### [Work order]
Provide only the number of lines in the data below that contain the word "Soekarno".
--------
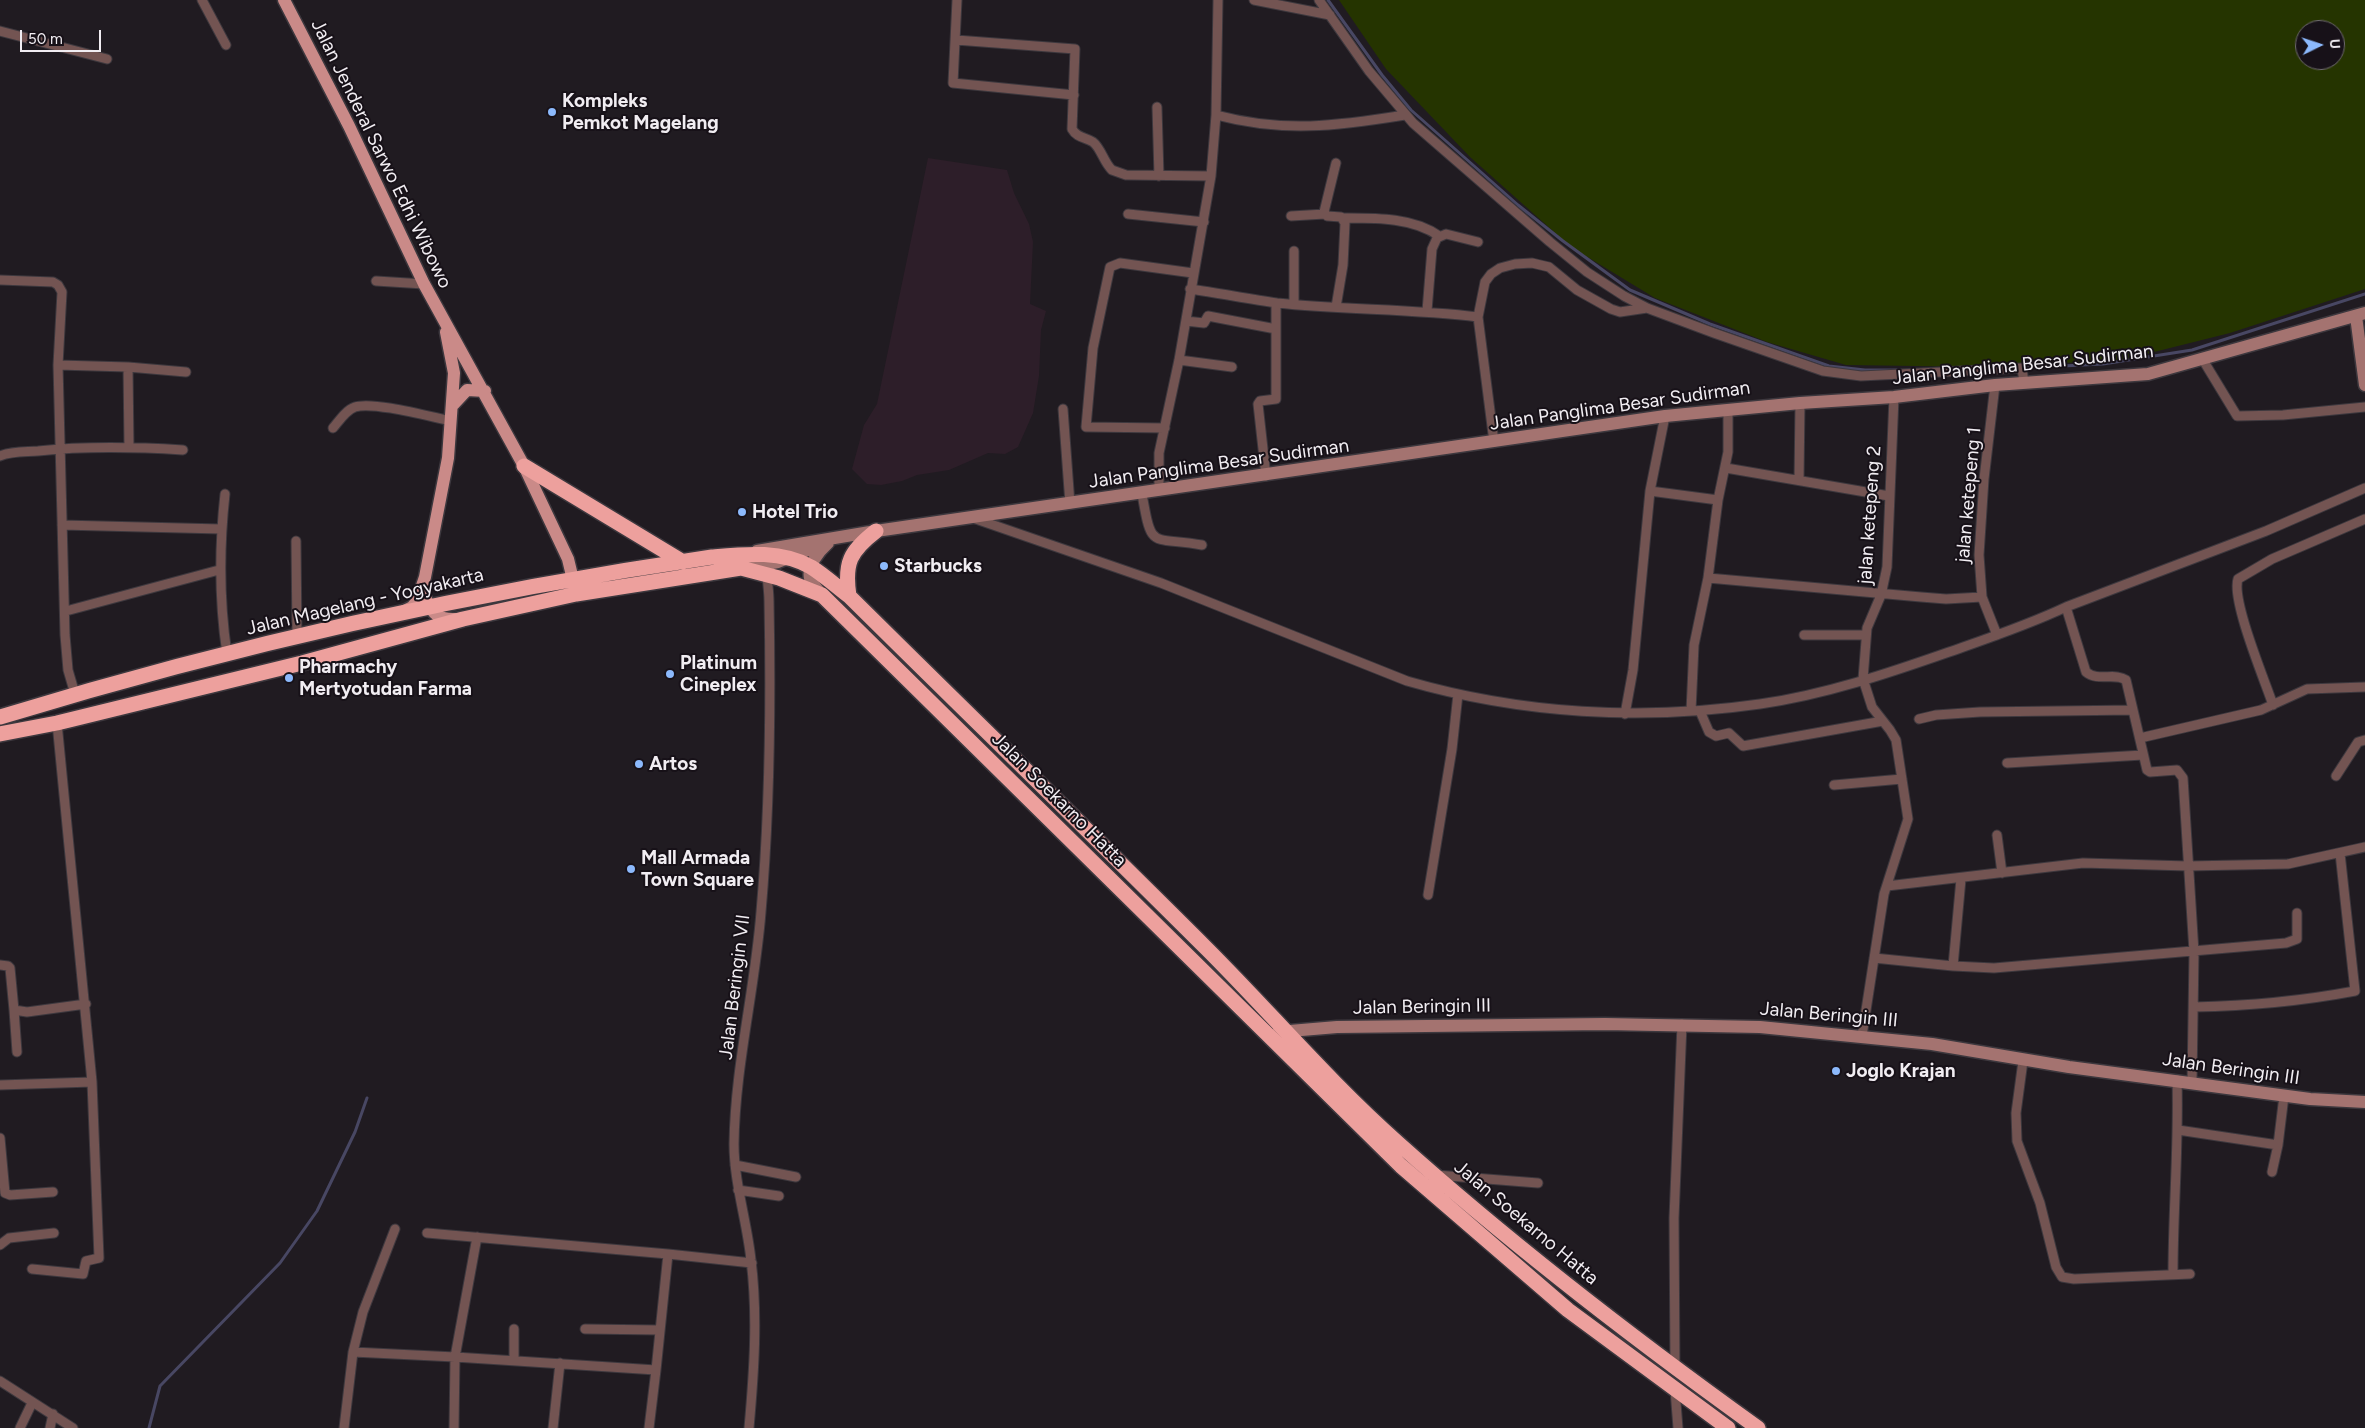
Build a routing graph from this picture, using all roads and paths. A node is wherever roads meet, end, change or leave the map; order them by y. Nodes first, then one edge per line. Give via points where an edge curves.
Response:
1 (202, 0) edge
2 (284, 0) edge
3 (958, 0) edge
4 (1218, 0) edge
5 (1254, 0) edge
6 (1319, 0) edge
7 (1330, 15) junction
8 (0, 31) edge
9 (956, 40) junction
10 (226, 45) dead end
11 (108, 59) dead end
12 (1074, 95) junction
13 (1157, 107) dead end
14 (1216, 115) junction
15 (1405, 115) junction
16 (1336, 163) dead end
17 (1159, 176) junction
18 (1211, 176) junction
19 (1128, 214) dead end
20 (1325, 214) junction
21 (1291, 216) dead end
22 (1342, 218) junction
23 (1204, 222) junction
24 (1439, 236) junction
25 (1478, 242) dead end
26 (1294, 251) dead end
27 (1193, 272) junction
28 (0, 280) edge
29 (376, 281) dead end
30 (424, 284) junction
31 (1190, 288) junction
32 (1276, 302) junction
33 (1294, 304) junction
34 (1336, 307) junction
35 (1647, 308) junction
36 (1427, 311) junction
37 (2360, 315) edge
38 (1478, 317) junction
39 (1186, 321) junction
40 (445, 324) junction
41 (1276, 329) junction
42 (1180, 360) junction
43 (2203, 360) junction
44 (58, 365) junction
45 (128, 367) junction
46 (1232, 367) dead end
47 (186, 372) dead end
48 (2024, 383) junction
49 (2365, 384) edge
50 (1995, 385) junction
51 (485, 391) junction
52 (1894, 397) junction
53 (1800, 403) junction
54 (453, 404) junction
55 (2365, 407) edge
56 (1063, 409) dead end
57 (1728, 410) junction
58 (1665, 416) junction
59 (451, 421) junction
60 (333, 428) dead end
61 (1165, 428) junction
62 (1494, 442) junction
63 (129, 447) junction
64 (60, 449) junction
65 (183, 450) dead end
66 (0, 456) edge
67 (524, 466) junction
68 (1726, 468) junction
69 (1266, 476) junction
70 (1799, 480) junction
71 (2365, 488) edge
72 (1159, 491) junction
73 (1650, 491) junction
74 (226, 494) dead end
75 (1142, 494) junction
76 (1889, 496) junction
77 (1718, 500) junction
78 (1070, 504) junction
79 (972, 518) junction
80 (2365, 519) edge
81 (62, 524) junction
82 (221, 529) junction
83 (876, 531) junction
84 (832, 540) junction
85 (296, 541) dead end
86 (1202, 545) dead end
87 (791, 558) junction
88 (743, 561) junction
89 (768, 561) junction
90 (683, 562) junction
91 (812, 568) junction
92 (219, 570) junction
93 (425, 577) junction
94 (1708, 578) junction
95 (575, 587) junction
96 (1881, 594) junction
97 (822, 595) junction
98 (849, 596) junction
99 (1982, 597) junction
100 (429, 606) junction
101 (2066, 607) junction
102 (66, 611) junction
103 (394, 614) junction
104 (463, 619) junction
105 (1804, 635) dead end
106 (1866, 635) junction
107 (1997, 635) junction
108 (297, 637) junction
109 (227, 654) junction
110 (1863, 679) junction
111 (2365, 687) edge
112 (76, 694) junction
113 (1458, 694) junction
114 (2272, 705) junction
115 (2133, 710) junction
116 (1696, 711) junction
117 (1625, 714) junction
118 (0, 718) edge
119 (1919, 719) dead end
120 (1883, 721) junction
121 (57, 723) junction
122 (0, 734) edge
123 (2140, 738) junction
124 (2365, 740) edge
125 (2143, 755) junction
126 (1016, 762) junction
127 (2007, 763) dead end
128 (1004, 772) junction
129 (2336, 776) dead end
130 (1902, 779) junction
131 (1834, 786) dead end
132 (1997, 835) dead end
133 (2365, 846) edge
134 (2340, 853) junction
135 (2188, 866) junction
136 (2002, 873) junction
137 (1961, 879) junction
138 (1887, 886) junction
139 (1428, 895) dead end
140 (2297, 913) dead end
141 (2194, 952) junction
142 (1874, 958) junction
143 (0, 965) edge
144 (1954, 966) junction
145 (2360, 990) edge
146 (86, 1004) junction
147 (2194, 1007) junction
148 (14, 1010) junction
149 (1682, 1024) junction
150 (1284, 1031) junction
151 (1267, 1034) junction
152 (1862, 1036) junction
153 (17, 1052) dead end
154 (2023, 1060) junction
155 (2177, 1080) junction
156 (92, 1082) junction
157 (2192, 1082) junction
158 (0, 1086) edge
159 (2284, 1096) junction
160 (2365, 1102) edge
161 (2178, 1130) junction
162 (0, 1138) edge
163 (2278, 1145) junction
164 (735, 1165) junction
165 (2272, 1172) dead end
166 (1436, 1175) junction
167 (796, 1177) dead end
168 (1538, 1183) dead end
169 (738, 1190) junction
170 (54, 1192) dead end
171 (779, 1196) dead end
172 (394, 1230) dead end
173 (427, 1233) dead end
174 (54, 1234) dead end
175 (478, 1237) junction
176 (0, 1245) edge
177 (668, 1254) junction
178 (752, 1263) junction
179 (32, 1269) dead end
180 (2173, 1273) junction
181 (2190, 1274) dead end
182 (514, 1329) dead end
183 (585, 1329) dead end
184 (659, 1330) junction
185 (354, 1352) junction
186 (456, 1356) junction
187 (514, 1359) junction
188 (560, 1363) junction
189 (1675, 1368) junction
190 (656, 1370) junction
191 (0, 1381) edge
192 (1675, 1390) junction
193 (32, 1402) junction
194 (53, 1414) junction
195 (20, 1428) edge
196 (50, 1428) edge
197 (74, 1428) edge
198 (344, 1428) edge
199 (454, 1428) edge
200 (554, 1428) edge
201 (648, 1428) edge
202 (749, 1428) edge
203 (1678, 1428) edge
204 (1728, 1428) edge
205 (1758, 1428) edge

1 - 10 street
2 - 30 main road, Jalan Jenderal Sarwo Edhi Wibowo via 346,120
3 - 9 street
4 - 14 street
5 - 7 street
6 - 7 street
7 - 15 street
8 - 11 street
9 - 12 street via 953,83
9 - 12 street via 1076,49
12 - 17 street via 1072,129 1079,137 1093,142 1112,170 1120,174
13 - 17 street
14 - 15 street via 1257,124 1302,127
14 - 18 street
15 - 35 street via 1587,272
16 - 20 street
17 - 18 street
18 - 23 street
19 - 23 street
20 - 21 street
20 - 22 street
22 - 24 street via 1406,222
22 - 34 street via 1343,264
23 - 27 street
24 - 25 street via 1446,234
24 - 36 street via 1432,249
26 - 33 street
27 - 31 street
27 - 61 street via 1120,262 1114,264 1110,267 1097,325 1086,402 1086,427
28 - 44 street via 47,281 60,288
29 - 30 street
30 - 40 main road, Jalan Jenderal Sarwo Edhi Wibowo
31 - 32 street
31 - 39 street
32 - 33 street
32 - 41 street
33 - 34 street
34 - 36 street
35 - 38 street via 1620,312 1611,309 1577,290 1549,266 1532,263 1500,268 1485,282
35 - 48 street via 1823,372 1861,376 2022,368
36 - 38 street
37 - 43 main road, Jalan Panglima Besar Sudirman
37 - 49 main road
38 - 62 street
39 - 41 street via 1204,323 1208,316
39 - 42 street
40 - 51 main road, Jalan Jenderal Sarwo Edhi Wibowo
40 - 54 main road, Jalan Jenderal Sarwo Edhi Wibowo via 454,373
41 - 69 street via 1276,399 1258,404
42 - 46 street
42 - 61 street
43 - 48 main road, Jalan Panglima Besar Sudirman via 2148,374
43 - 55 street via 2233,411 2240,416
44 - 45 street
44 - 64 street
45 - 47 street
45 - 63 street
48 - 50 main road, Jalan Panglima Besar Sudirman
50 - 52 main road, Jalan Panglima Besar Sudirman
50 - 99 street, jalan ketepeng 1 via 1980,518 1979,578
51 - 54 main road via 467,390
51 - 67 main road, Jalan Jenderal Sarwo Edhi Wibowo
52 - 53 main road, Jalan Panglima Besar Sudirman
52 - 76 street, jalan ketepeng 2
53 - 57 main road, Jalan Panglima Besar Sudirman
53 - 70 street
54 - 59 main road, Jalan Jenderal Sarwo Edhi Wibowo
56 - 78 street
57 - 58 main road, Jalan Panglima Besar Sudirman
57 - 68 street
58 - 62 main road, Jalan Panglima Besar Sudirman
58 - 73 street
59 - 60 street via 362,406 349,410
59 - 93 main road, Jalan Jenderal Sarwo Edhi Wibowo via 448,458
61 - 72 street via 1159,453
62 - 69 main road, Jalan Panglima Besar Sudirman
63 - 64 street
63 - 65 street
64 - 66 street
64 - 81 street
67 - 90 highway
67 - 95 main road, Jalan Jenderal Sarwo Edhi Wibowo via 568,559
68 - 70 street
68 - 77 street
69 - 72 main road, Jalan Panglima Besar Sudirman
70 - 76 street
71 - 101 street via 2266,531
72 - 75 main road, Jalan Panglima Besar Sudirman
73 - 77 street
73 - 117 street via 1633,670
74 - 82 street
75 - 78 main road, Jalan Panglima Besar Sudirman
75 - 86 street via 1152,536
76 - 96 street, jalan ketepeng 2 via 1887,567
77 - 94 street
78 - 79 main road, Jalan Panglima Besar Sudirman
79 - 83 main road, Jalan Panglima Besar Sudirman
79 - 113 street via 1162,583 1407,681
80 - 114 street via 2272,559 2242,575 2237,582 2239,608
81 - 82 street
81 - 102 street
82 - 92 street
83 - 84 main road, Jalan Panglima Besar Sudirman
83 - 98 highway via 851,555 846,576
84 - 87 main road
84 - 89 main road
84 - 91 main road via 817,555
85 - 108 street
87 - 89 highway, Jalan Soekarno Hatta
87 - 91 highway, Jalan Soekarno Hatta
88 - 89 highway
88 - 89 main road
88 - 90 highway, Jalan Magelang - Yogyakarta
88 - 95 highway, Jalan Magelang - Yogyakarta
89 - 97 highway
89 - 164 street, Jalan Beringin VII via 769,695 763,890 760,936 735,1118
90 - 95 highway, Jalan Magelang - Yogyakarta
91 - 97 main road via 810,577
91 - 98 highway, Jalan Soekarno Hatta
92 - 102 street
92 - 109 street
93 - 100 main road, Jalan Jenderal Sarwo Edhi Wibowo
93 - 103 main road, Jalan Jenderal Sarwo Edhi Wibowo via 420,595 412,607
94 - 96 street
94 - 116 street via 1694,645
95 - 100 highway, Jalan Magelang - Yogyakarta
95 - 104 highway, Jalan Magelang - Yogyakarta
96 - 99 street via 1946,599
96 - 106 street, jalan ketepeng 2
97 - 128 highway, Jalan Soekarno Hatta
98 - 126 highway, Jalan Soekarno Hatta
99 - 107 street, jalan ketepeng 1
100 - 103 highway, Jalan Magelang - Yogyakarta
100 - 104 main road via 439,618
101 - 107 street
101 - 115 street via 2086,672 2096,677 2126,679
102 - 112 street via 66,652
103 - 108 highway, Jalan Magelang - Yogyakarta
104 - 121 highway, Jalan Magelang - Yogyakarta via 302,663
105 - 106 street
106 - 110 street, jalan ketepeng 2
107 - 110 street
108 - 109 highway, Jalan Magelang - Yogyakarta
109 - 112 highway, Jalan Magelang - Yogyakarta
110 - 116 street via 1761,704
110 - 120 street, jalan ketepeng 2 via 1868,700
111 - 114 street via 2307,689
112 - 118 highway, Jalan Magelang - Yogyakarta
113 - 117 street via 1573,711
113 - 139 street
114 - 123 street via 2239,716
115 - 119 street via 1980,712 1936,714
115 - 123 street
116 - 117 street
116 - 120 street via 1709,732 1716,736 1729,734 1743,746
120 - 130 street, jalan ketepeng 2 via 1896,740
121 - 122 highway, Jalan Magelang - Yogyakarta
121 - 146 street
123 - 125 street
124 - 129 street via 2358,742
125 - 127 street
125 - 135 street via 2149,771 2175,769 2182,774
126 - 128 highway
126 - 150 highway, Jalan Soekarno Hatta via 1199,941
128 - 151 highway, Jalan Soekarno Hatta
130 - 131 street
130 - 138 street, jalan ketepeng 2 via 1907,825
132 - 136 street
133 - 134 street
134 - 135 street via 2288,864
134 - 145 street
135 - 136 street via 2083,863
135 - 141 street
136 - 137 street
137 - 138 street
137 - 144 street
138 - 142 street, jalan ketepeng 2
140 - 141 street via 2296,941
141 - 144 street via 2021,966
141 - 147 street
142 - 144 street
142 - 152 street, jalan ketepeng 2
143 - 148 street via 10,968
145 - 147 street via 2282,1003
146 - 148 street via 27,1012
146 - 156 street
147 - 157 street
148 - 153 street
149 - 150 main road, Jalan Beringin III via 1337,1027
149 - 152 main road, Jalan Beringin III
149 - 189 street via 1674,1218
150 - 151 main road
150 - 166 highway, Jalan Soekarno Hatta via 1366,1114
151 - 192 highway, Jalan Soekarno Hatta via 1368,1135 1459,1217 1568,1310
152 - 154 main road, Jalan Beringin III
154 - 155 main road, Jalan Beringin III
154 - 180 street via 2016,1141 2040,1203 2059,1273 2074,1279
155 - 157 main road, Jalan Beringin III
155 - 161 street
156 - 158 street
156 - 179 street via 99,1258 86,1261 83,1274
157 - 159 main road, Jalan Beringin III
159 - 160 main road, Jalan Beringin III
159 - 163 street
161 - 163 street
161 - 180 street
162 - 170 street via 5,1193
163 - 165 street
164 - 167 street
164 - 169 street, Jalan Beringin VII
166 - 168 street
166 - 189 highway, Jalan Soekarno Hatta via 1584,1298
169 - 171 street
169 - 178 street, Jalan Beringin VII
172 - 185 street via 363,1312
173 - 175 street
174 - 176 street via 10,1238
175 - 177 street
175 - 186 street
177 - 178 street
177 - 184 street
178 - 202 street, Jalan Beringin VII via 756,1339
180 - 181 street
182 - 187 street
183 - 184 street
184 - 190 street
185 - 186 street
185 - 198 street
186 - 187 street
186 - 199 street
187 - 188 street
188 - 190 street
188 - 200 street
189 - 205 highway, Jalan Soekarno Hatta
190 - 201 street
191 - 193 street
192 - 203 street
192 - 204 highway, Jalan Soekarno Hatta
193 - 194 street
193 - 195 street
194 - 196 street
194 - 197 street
--------
### [Result of the exercise]
12